A proposito delle difficoltà del governo, nel corso delle ultime settimane si è parlato che la prossima primavera gli scontri con i gruppi talebani aumenteranno. Cosa significa questo per le vostre attività e per quelle dei vostri partner?

Ovviamente quella della sicurezza è una questione di enorme importanza in Afghanistan. In un certo senso, per noi il problema è che dobbiamo rendere conto delle nostre attività al parlamento e alle altre istituzioni europee, il che significa che dobbiamo essere in grado di monitorare i progetti che finanziamo, e nel sud dell’Afghanistan è difficile proprio per le precarie condizioni di sicurezza. Detto questo, in province come Helmand e Kandahar per il perverso effetto della produzione di oppio e droghe, la popolazione ha qualche possibilità in più per far fronte alle devastazioni della siccità. In un certo senso, perverso appunto, l’oppio e la droga diventano uno strumento per far fronte alla crisi.

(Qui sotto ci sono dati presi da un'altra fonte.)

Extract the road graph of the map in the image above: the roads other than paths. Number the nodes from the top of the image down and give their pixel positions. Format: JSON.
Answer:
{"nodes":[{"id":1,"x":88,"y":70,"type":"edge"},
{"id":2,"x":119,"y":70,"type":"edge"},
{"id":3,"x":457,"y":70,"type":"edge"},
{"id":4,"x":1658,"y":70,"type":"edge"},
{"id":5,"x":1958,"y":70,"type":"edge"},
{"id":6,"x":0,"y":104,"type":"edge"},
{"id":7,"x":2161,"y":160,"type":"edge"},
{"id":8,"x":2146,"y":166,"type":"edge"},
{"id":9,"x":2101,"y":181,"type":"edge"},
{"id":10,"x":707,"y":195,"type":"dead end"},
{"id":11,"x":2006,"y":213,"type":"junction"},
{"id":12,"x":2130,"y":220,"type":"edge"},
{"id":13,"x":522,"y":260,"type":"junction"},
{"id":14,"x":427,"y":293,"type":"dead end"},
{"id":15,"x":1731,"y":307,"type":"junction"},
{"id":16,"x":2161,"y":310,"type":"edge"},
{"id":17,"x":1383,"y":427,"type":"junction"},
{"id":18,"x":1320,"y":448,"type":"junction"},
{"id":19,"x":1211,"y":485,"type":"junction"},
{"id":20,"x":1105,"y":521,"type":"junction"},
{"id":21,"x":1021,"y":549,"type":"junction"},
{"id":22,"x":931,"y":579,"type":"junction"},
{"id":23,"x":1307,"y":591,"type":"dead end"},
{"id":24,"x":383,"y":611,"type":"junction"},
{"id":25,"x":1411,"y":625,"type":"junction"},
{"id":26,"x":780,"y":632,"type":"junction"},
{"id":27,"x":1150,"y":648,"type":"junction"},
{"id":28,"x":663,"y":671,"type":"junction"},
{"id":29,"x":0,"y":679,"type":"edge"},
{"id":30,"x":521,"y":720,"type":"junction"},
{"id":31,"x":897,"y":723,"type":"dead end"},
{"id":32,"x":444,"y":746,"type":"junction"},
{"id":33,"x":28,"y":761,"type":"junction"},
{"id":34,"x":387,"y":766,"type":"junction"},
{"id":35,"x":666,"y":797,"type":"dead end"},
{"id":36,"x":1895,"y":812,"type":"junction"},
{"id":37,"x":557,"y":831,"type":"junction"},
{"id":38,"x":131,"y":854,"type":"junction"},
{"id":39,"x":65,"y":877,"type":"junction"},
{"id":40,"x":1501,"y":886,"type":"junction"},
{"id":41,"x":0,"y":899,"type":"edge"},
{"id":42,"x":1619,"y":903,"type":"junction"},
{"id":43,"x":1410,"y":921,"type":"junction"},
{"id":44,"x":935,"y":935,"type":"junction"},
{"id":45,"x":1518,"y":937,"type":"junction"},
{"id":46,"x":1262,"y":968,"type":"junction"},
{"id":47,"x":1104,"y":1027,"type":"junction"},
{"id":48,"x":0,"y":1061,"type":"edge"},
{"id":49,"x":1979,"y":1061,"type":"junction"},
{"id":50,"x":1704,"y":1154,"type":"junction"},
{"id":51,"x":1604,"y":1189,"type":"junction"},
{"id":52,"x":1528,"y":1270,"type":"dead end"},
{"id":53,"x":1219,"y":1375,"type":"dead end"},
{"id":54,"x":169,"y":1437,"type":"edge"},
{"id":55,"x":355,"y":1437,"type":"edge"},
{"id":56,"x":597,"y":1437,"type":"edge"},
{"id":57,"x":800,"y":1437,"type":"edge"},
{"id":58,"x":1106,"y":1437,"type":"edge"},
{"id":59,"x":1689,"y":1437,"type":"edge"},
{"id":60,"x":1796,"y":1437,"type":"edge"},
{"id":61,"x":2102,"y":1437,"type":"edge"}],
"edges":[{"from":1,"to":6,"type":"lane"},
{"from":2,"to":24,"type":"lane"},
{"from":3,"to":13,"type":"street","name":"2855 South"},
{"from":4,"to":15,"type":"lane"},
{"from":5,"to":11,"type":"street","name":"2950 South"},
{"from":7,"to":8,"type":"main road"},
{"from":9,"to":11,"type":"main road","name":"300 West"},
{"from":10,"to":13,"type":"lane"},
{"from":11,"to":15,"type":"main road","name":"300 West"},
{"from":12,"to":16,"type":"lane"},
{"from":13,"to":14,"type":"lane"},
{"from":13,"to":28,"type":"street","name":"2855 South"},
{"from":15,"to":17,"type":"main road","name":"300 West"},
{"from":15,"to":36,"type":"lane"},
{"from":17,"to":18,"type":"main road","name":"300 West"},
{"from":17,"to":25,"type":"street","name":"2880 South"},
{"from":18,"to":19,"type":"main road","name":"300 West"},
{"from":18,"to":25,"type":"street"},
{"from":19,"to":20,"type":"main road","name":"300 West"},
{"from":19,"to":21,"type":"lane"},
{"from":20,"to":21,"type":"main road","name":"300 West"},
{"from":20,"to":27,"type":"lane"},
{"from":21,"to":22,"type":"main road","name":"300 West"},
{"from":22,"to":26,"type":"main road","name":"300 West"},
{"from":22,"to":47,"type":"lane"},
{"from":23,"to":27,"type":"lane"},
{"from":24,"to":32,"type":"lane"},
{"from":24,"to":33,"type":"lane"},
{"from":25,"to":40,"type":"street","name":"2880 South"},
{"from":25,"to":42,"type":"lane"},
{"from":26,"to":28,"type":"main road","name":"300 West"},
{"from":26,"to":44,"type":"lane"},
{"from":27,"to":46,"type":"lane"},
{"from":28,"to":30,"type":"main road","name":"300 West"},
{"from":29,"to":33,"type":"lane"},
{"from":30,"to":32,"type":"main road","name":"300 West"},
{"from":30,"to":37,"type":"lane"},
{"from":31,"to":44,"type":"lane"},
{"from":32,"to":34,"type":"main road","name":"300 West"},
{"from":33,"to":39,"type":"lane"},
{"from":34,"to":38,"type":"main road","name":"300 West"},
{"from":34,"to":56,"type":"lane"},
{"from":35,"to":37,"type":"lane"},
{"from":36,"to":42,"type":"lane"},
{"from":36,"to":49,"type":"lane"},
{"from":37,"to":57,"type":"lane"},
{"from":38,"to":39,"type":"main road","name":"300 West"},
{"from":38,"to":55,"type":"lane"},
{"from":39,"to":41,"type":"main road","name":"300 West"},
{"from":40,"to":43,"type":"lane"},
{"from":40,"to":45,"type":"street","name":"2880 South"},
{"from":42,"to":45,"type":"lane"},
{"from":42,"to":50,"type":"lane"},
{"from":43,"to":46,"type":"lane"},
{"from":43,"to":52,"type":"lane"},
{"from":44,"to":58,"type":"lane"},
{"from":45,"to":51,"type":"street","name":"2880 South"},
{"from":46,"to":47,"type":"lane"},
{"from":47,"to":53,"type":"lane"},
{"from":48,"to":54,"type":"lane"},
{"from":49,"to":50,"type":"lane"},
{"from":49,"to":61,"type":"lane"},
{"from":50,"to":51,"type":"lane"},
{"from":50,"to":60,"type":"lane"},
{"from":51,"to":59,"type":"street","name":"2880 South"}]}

Com’è la situazione al Sud?

Al momento, i campi profughi ospitano ufficialmente circa 120 mila persone, i Kuchi che sono ritornati dal Pakistan non possono andare verso Nord, dove hanno le loro origini, perché sono considerati dei Pashtun che erano alleati dei talebani. Ragioni di sicurezza impongono loro di non muoversi. Noi offriamo assistenza umanitaria attraverso l’Unhcr e, anche attraverso altri partner, come ad esempio la Croce Rossa Internazionale che monitora la situazione e, in caso di scontri o crisi, individua le persone che hanno bisogno di aiuto, ne valuta le necessità offrendo aiuto diretto.

Per quanto riguarda l’impegno della Nato, alcune Ong si sono pronunciate in favore di un ritiro delle forze militari. Qual è la sua opinione?

Come istituzione Echo non lavora attraverso i cosiddetti Prt (i team di ricostruzione provinciale a struttura mista civile-militare) o con qualsiasi altra organizzazione legata a forze militari. Il nostro mandato consiste nel lavorare solo attraverso quelle Ong che hanno firmato il nostro accordo di partnership e attraverso le organizzazioni internazionali. Ma nel Sud la realtà sul campo è che ci sono Prt e forze della coalizione che stanno combattendo la guerra al terrore e noi dobbiamo vivere nella stessa area. Per questo cerchiamo di salvaguardare e difendere quanto più possibile lo spazio umanitario e assicurarci che i nostri partner possano lavorare anche in aree dove ci sono conflitti sporadici. Gli attori umanitari collaborano per fornire un ambiente sicuro dove le Ong possano operare in relativa tranquillità. Non è sempre il caso in tutte le province afgane. Echo e le altre agenzie vorrebbero che l’aiuto umanitario fosse collegato alla riabilitazione e allo sviluppo, alla sostenibilità e alle garanzie di qualità degli standard di vita della popolazione locale, cosa che non necessariamente avviene con le Prt o i militari che conducono operazioni umanitarie.